--- Task to complete ---
From the entries below, tally how many lines contain "paths" and report only that figure.

--- Listed records ---
::::

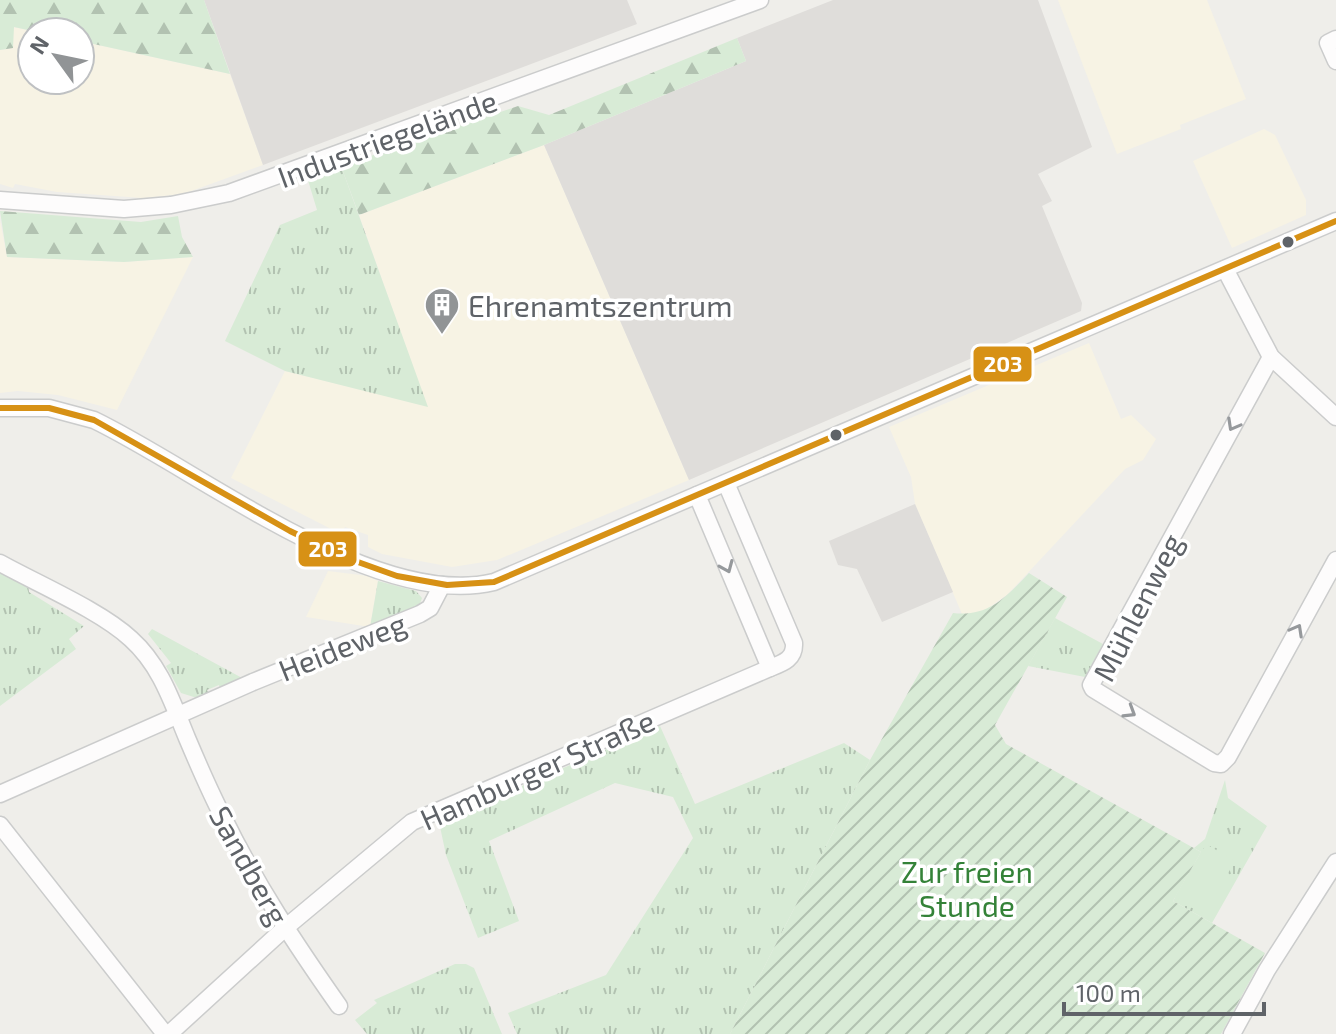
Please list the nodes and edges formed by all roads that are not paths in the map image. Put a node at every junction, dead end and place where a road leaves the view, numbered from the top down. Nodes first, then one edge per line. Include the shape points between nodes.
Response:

::::

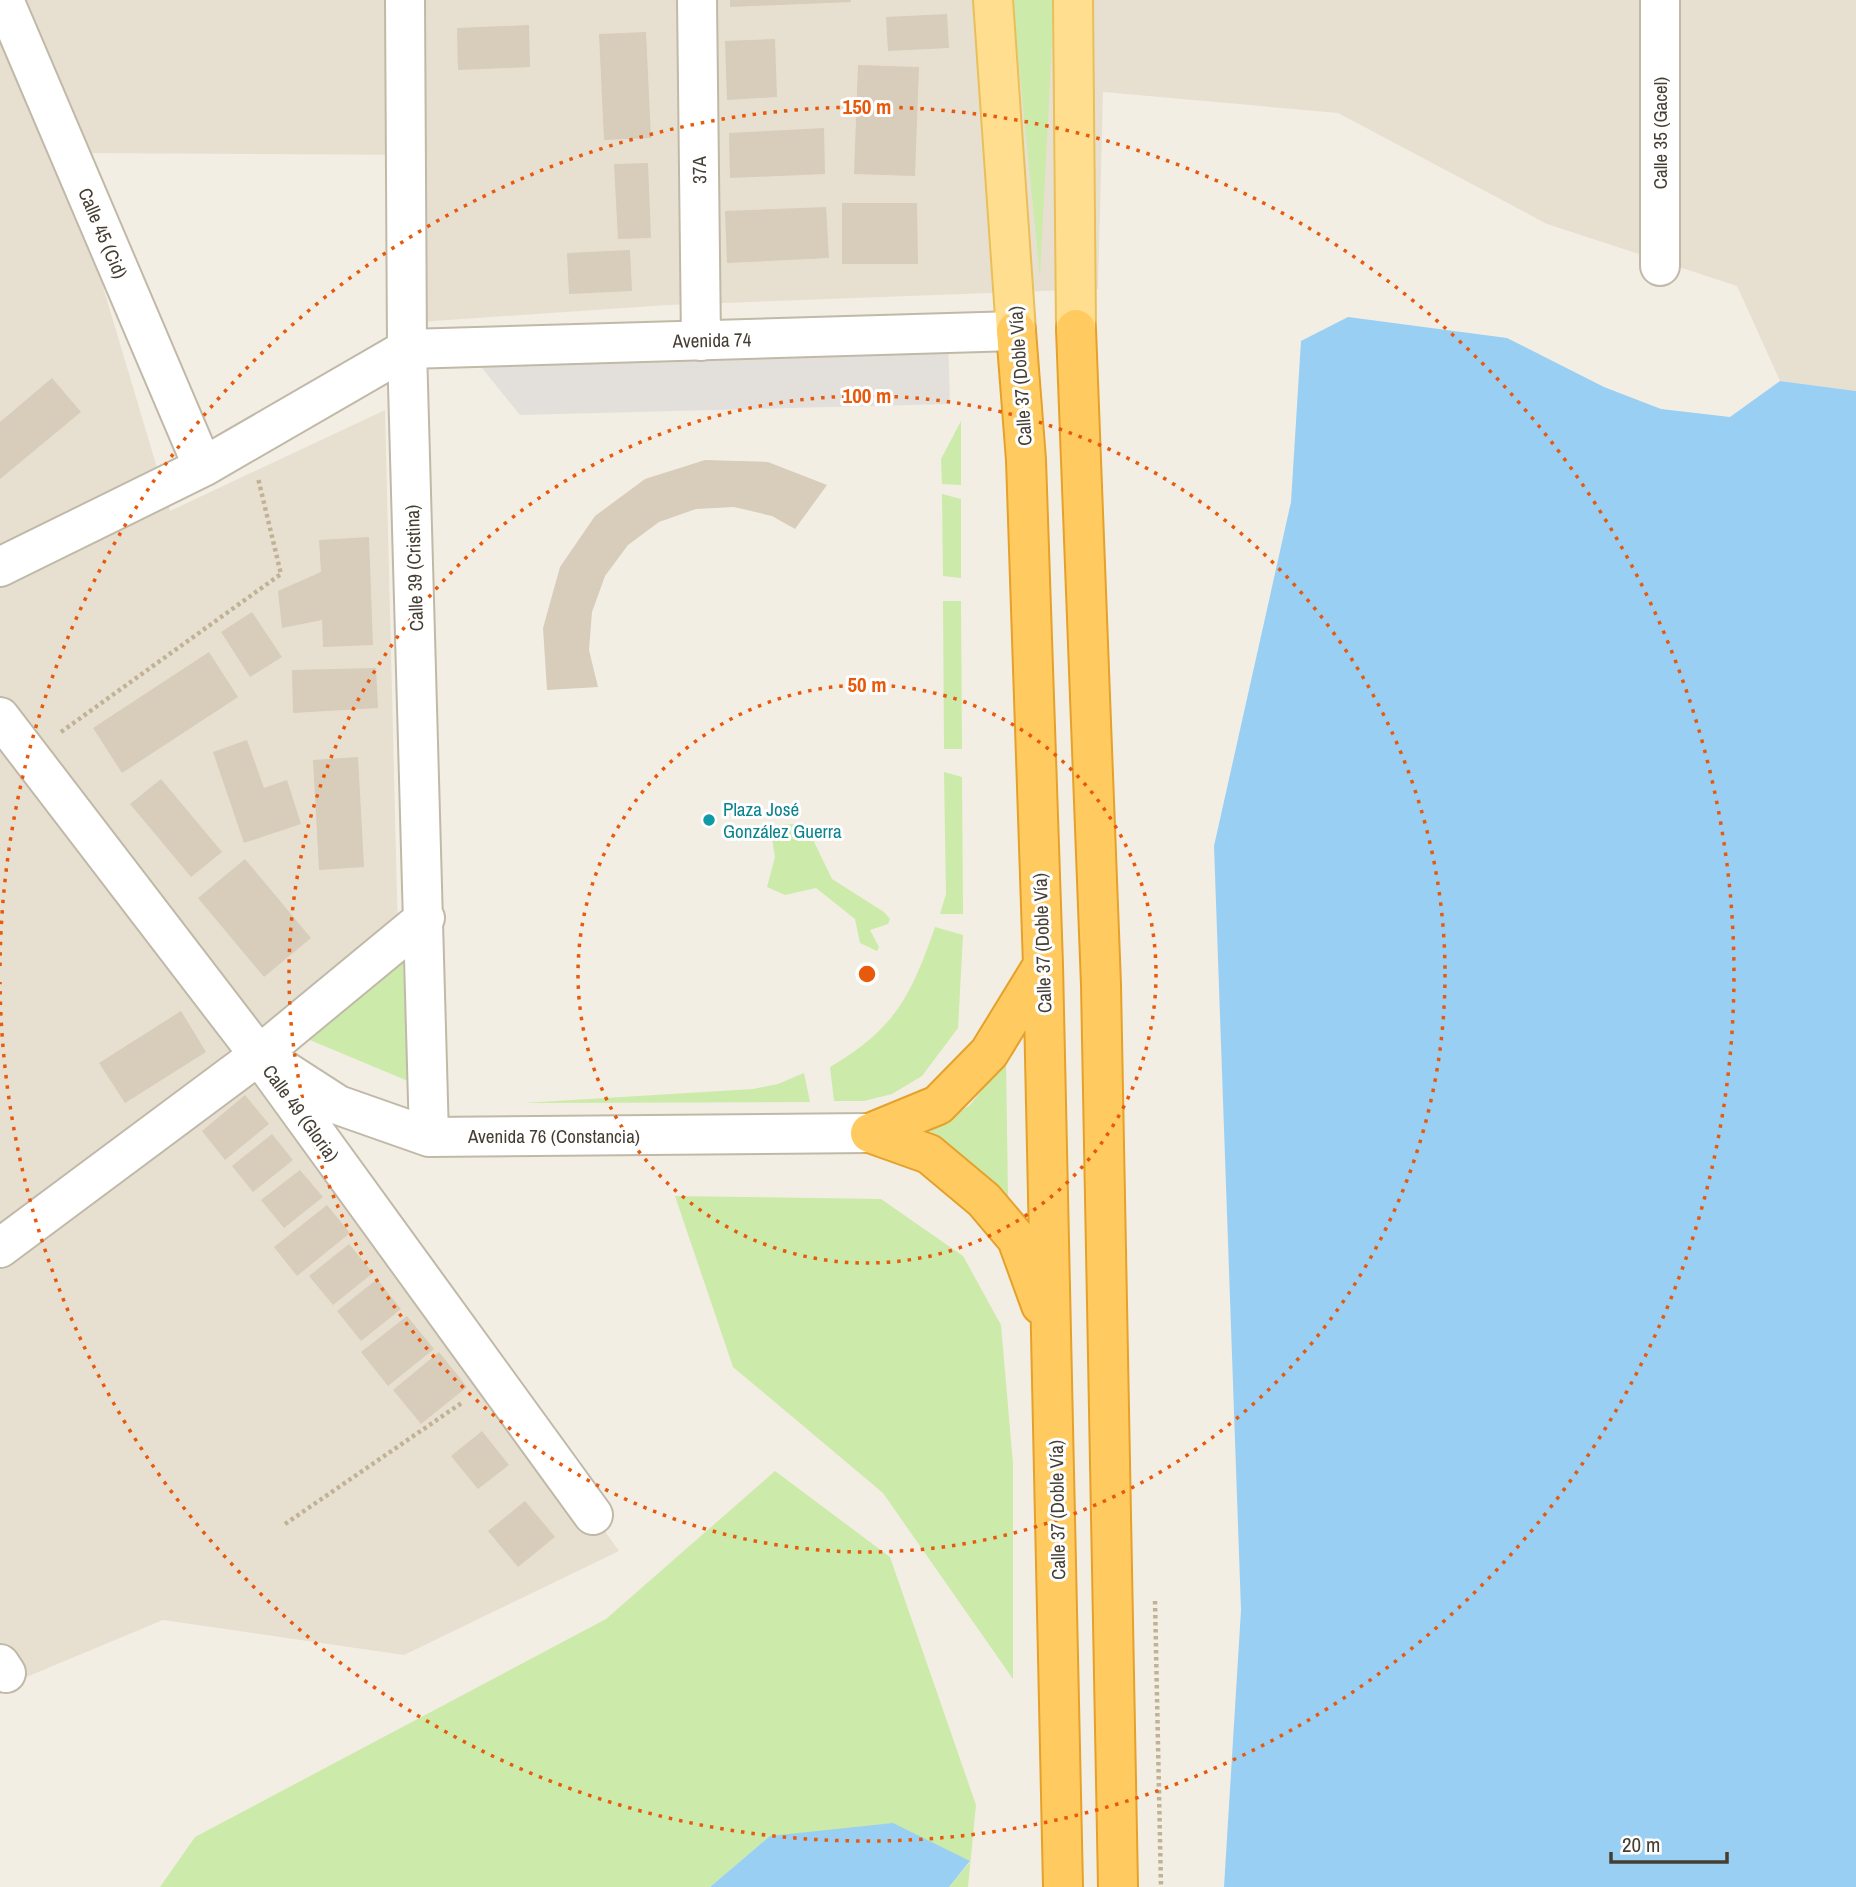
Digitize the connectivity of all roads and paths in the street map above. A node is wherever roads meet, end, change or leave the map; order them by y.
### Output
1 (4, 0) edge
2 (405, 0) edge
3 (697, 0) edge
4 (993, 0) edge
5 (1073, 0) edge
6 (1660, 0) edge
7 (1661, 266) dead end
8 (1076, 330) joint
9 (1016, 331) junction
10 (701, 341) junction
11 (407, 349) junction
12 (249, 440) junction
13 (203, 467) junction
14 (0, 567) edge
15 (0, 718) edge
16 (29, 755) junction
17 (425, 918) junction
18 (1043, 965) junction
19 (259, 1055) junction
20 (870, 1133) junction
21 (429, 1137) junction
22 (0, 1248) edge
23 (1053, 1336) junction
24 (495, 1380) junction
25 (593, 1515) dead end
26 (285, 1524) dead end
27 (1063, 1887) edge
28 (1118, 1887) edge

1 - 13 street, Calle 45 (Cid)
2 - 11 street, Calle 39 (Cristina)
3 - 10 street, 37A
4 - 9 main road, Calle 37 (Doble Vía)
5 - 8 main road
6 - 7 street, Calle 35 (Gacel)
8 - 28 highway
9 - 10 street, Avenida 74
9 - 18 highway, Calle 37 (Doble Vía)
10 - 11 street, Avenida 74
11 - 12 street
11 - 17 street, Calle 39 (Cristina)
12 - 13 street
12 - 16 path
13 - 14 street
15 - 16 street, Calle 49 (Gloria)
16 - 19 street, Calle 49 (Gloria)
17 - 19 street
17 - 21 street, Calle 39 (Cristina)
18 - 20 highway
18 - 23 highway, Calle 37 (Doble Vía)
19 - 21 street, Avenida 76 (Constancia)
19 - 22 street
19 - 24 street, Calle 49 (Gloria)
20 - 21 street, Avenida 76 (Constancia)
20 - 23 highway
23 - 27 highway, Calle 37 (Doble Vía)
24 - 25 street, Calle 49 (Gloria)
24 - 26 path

::::

--- Response to this exercise ---
2